═══ INPUT MATERIAL
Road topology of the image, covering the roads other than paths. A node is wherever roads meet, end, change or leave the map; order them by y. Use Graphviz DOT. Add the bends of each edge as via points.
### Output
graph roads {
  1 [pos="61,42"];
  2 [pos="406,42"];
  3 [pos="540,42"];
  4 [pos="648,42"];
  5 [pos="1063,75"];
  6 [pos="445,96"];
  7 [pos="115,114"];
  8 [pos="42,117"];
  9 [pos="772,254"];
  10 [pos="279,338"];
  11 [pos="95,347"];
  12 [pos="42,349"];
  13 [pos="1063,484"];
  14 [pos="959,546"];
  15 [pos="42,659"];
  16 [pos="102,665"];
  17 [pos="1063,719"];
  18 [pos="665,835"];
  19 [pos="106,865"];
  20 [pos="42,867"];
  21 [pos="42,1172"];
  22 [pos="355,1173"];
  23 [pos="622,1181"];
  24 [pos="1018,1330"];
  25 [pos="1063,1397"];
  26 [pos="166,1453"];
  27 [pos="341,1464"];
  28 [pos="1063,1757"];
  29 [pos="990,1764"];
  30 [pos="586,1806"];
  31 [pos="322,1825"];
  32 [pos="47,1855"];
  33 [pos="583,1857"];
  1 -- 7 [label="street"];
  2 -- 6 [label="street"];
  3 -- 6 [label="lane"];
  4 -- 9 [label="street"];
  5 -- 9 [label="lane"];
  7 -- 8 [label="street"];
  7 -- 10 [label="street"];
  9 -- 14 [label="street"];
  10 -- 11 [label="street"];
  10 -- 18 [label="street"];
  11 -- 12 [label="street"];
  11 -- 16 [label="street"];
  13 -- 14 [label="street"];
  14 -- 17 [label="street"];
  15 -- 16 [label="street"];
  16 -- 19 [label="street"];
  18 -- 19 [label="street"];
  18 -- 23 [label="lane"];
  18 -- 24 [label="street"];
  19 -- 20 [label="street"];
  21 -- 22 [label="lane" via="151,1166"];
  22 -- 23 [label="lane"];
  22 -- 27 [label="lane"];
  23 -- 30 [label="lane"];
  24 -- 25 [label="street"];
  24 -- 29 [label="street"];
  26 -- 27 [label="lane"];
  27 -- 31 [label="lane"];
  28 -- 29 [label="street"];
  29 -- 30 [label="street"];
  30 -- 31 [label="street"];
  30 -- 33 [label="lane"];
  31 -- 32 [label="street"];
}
══════
WHAT NEEDS TO BE DONE
From the entries above, show each line that includes the string "lane".

OUTPUT OF THE EXERCISE
  3 -- 6 [label="lane"];
  5 -- 9 [label="lane"];
  18 -- 23 [label="lane"];
  21 -- 22 [label="lane" via="151,1166"];
  22 -- 23 [label="lane"];
  22 -- 27 [label="lane"];
  23 -- 30 [label="lane"];
  26 -- 27 [label="lane"];
  27 -- 31 [label="lane"];
  30 -- 33 [label="lane"];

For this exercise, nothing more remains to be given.